- SUPPLIED DATA:
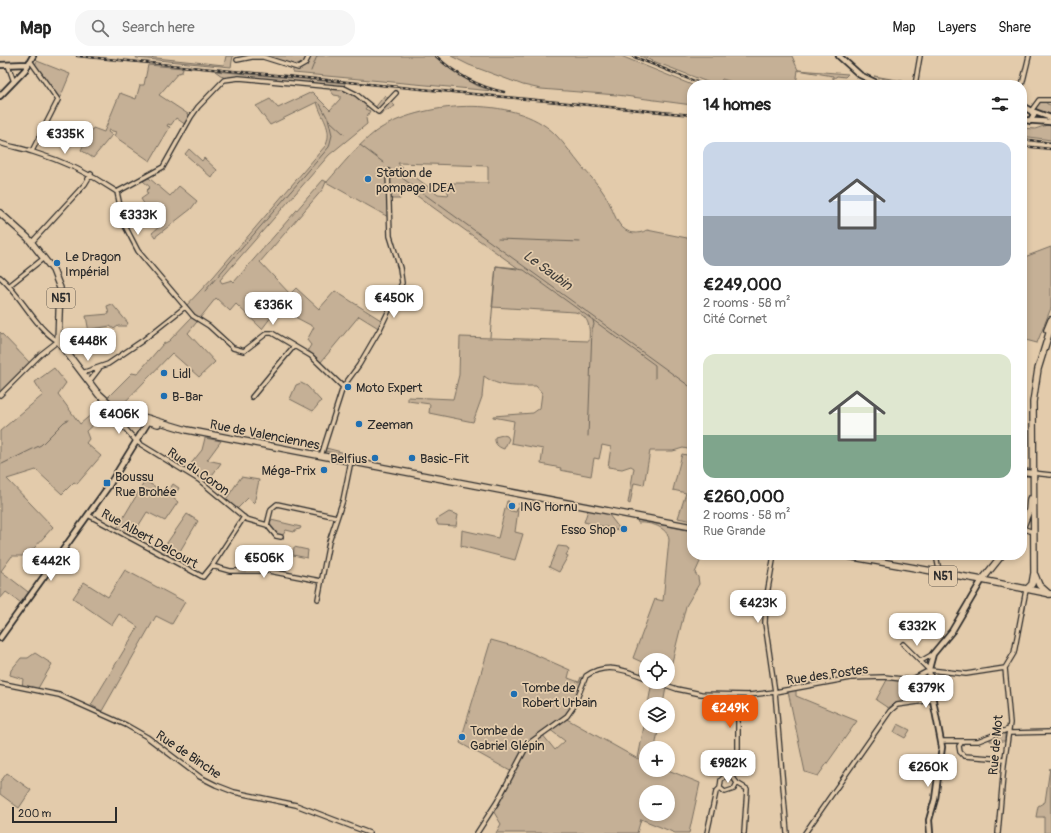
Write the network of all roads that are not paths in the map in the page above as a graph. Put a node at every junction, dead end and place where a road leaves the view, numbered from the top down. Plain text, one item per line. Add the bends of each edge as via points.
1 (33, 56) edge
2 (309, 56) edge
3 (920, 56) edge
4 (1029, 56) edge
5 (842, 57) edge
6 (237, 60) dead end
7 (31, 62) junction
8 (0, 64) edge
9 (8, 65) junction
10 (869, 80) edge
11 (916, 80) edge
12 (1023, 80) edge
13 (14, 82) junction
14 (396, 93) dead end
15 (0, 96) edge
16 (1051, 100) edge
17 (1027, 109) edge
18 (1031, 111) junction
19 (1051, 118) edge
20 (1027, 121) edge
21 (1030, 121) junction
22 (1051, 122) edge
23 (0, 143) edge
24 (32, 151) junction
25 (388, 171) dead end
26 (91, 174) junction
27 (117, 192) junction
28 (0, 213) edge
29 (32, 242) junction
30 (44, 258) junction
31 (0, 277) edge
32 (10, 285) junction
33 (185, 307) junction
34 (1051, 320) edge
35 (1050, 328) edge
36 (58, 340) junction
37 (294, 346) junction
38 (99, 369) junction
39 (82, 373) junction
40 (89, 382) junction
41 (343, 387) junction
42 (0, 395) edge
43 (252, 397) dead end
44 (116, 418) dead end
45 (150, 420) junction
46 (137, 442) junction
47 (321, 456) junction
48 (351, 461) junction
49 (1027, 473) edge
50 (1031, 473) junction
51 (1051, 475) edge
52 (88, 515) junction
53 (1027, 515) edge
54 (244, 517) junction
55 (337, 517) junction
56 (267, 525) junction
57 (687, 526) edge
58 (1027, 530) edge
59 (1033, 532) junction
60 (281, 537) dead end
61 (773, 560) edge
62 (868, 560) edge
63 (937, 560) edge
64 (998, 560) edge
65 (212, 566) junction
66 (905, 567) junction
67 (939, 572) junction
68 (1034, 572) junction
69 (924, 573) junction
70 (982, 580) junction
71 (321, 581) junction
72 (1026, 590) junction
73 (1050, 594) edge
74 (318, 599) dead end
75 (0, 638) edge
76 (902, 644) dead end
77 (934, 654) junction
78 (921, 661) junction
79 (1005, 668) junction
80 (928, 671) junction
81 (639, 675) edge
82 (0, 683) edge
83 (675, 688) edge
84 (775, 692) junction
85 (750, 695) junction
86 (932, 700) junction
87 (1009, 731) junction
88 (1051, 732) edge
89 (941, 742) junction
90 (962, 742) junction
91 (1004, 759) junction
92 (729, 772) junction
93 (737, 784) junction
94 (720, 788) junction
95 (369, 833) edge
96 (477, 833) edge
97 (707, 833) edge
98 (744, 833) edge
99 (787, 833) edge
100 (806, 833) edge
101 (930, 833) edge
102 (998, 833) edge

1 - 7 street
2 - 6 street via 305,64 298,68 263,57
3 - 11 street
4 - 12 street
5 - 10 street
7 - 9 street via 26,66
7 - 13 street
7 - 24 street via 58,100
8 - 9 street
9 - 13 street
13 - 15 street
14 - 27 street via 378,112 356,94 344,88 226,79 206,97 191,117 163,168
16 - 18 street via 1039,100
17 - 18 street
18 - 19 street
18 - 21 street via 1034,115
20 - 21 street
21 - 22 street
23 - 24 street
24 - 26 street
25 - 41 street via 390,236 402,282 380,329
26 - 27 street
26 - 29 street via 81,189
27 - 33 street via 124,224 134,245
28 - 29 main road, N51
29 - 30 main road, N51
30 - 32 street
30 - 36 main road, N51 via 53,270 60,288
31 - 32 street
32 - 36 street via 45,331
33 - 37 street via 238,351 247,350 270,333
33 - 38 street via 129,351
34 - 35 main road
35 - 50 main road via 1034,389
36 - 39 main road, Rue de Valenciennes
36 - 42 street
37 - 41 street via 311,356
37 - 43 street
38 - 39 street
38 - 40 street
39 - 40 main road, Rue de Valenciennes
40 - 45 main road, Rue de Valenciennes via 109,405
41 - 47 street
44 - 46 street, Rue du Coron
45 - 46 street
45 - 47 main road, Rue de Valenciennes via 187,430
46 - 52 street
46 - 54 street, Rue du Coron via 199,480
47 - 48 main road, Rue de Valenciennes
48 - 55 street
48 - 57 main road, Rue de Valenciennes
49 - 50 street
50 - 51 street
50 - 53 main road
50 - 59 main road
52 - 65 street, Rue Albert Delcourt via 198,575 204,576
52 - 75 street
54 - 56 street, Rue du Coron
54 - 65 street, Rue Albert Delcourt
55 - 56 street via 277,504 271,509
55 - 71 street
56 - 60 street via 276,536
58 - 59 street
59 - 68 main road
61 - 84 street via 765,623
62 - 66 main road, N51
63 - 67 street
64 - 70 main road
65 - 71 street via 230,571 269,571
66 - 67 main road, N51
66 - 69 main road, N51
67 - 69 street
67 - 70 main road, N51
68 - 72 main road via 1032,584
68 - 73 main road via 1039,585
69 - 70 main road, N51 via 975,582
70 - 72 main road, N51
70 - 77 street via 952,631
71 - 74 street
72 - 73 main road, N51
72 - 79 street via 1014,653
76 - 78 street
77 - 78 street
77 - 80 street
78 - 80 street
79 - 80 street via 966,674
79 - 87 street, Rue de Mot
80 - 84 street, Rue des Postes via 911,680 884,677 851,678
80 - 86 street
81 - 96 street via 609,667 586,676 574,706 567,716 528,744
82 - 95 street, Rue de Binche via 59,695 112,718 147,737 200,777 216,785 234,792 296,805
83 - 85 street, Rue des Postes via 701,694
84 - 85 street, Rue des Postes
84 - 99 street
85 - 92 street via 738,716 738,749
86 - 89 street
86 - 100 street via 897,705 890,711
87 - 88 street
87 - 90 street
87 - 91 street, Rue de Mot
89 - 90 street
89 - 101 street via 935,799 929,820
90 - 91 street via 959,746 964,756
91 - 102 street, Rue de Mot
92 - 93 street
92 - 94 street via 720,780
93 - 94 street via 734,789 725,792
93 - 98 street via 746,790
94 - 97 street via 716,792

- DIRECTIONS: The listing above must be repeated exactly, apart from the pictures.

- RESPONSE BELOW:
Write the network of all roads that are not paths in the map in the page above as a graph. Put a node at every junction, dead end and place where a road leaves the view, numbered from the top down. Plain text, one item per line. Add the bends of each edge as via points.
1 (33, 56) edge
2 (309, 56) edge
3 (920, 56) edge
4 (1029, 56) edge
5 (842, 57) edge
6 (237, 60) dead end
7 (31, 62) junction
8 (0, 64) edge
9 (8, 65) junction
10 (869, 80) edge
11 (916, 80) edge
12 (1023, 80) edge
13 (14, 82) junction
14 (396, 93) dead end
15 (0, 96) edge
16 (1051, 100) edge
17 (1027, 109) edge
18 (1031, 111) junction
19 (1051, 118) edge
20 (1027, 121) edge
21 (1030, 121) junction
22 (1051, 122) edge
23 (0, 143) edge
24 (32, 151) junction
25 (388, 171) dead end
26 (91, 174) junction
27 (117, 192) junction
28 (0, 213) edge
29 (32, 242) junction
30 (44, 258) junction
31 (0, 277) edge
32 (10, 285) junction
33 (185, 307) junction
34 (1051, 320) edge
35 (1050, 328) edge
36 (58, 340) junction
37 (294, 346) junction
38 (99, 369) junction
39 (82, 373) junction
40 (89, 382) junction
41 (343, 387) junction
42 (0, 395) edge
43 (252, 397) dead end
44 (116, 418) dead end
45 (150, 420) junction
46 (137, 442) junction
47 (321, 456) junction
48 (351, 461) junction
49 (1027, 473) edge
50 (1031, 473) junction
51 (1051, 475) edge
52 (88, 515) junction
53 (1027, 515) edge
54 (244, 517) junction
55 (337, 517) junction
56 (267, 525) junction
57 (687, 526) edge
58 (1027, 530) edge
59 (1033, 532) junction
60 (281, 537) dead end
61 (773, 560) edge
62 (868, 560) edge
63 (937, 560) edge
64 (998, 560) edge
65 (212, 566) junction
66 (905, 567) junction
67 (939, 572) junction
68 (1034, 572) junction
69 (924, 573) junction
70 (982, 580) junction
71 (321, 581) junction
72 (1026, 590) junction
73 (1050, 594) edge
74 (318, 599) dead end
75 (0, 638) edge
76 (902, 644) dead end
77 (934, 654) junction
78 (921, 661) junction
79 (1005, 668) junction
80 (928, 671) junction
81 (639, 675) edge
82 (0, 683) edge
83 (675, 688) edge
84 (775, 692) junction
85 (750, 695) junction
86 (932, 700) junction
87 (1009, 731) junction
88 (1051, 732) edge
89 (941, 742) junction
90 (962, 742) junction
91 (1004, 759) junction
92 (729, 772) junction
93 (737, 784) junction
94 (720, 788) junction
95 (369, 833) edge
96 (477, 833) edge
97 (707, 833) edge
98 (744, 833) edge
99 (787, 833) edge
100 (806, 833) edge
101 (930, 833) edge
102 (998, 833) edge

1 - 7 street
2 - 6 street via 305,64 298,68 263,57
3 - 11 street
4 - 12 street
5 - 10 street
7 - 9 street via 26,66
7 - 13 street
7 - 24 street via 58,100
8 - 9 street
9 - 13 street
13 - 15 street
14 - 27 street via 378,112 356,94 344,88 226,79 206,97 191,117 163,168
16 - 18 street via 1039,100
17 - 18 street
18 - 19 street
18 - 21 street via 1034,115
20 - 21 street
21 - 22 street
23 - 24 street
24 - 26 street
25 - 41 street via 390,236 402,282 380,329
26 - 27 street
26 - 29 street via 81,189
27 - 33 street via 124,224 134,245
28 - 29 main road, N51
29 - 30 main road, N51
30 - 32 street
30 - 36 main road, N51 via 53,270 60,288
31 - 32 street
32 - 36 street via 45,331
33 - 37 street via 238,351 247,350 270,333
33 - 38 street via 129,351
34 - 35 main road
35 - 50 main road via 1034,389
36 - 39 main road, Rue de Valenciennes
36 - 42 street
37 - 41 street via 311,356
37 - 43 street
38 - 39 street
38 - 40 street
39 - 40 main road, Rue de Valenciennes
40 - 45 main road, Rue de Valenciennes via 109,405
41 - 47 street
44 - 46 street, Rue du Coron
45 - 46 street
45 - 47 main road, Rue de Valenciennes via 187,430
46 - 52 street
46 - 54 street, Rue du Coron via 199,480
47 - 48 main road, Rue de Valenciennes
48 - 55 street
48 - 57 main road, Rue de Valenciennes
49 - 50 street
50 - 51 street
50 - 53 main road
50 - 59 main road
52 - 65 street, Rue Albert Delcourt via 198,575 204,576
52 - 75 street
54 - 56 street, Rue du Coron
54 - 65 street, Rue Albert Delcourt
55 - 56 street via 277,504 271,509
55 - 71 street
56 - 60 street via 276,536
58 - 59 street
59 - 68 main road
61 - 84 street via 765,623
62 - 66 main road, N51
63 - 67 street
64 - 70 main road
65 - 71 street via 230,571 269,571
66 - 67 main road, N51
66 - 69 main road, N51
67 - 69 street
67 - 70 main road, N51
68 - 72 main road via 1032,584
68 - 73 main road via 1039,585
69 - 70 main road, N51 via 975,582
70 - 72 main road, N51
70 - 77 street via 952,631
71 - 74 street
72 - 73 main road, N51
72 - 79 street via 1014,653
76 - 78 street
77 - 78 street
77 - 80 street
78 - 80 street
79 - 80 street via 966,674
79 - 87 street, Rue de Mot
80 - 84 street, Rue des Postes via 911,680 884,677 851,678
80 - 86 street
81 - 96 street via 609,667 586,676 574,706 567,716 528,744
82 - 95 street, Rue de Binche via 59,695 112,718 147,737 200,777 216,785 234,792 296,805
83 - 85 street, Rue des Postes via 701,694
84 - 85 street, Rue des Postes
84 - 99 street
85 - 92 street via 738,716 738,749
86 - 89 street
86 - 100 street via 897,705 890,711
87 - 88 street
87 - 90 street
87 - 91 street, Rue de Mot
89 - 90 street
89 - 101 street via 935,799 929,820
90 - 91 street via 959,746 964,756
91 - 102 street, Rue de Mot
92 - 93 street
92 - 94 street via 720,780
93 - 94 street via 734,789 725,792
93 - 98 street via 746,790
94 - 97 street via 716,792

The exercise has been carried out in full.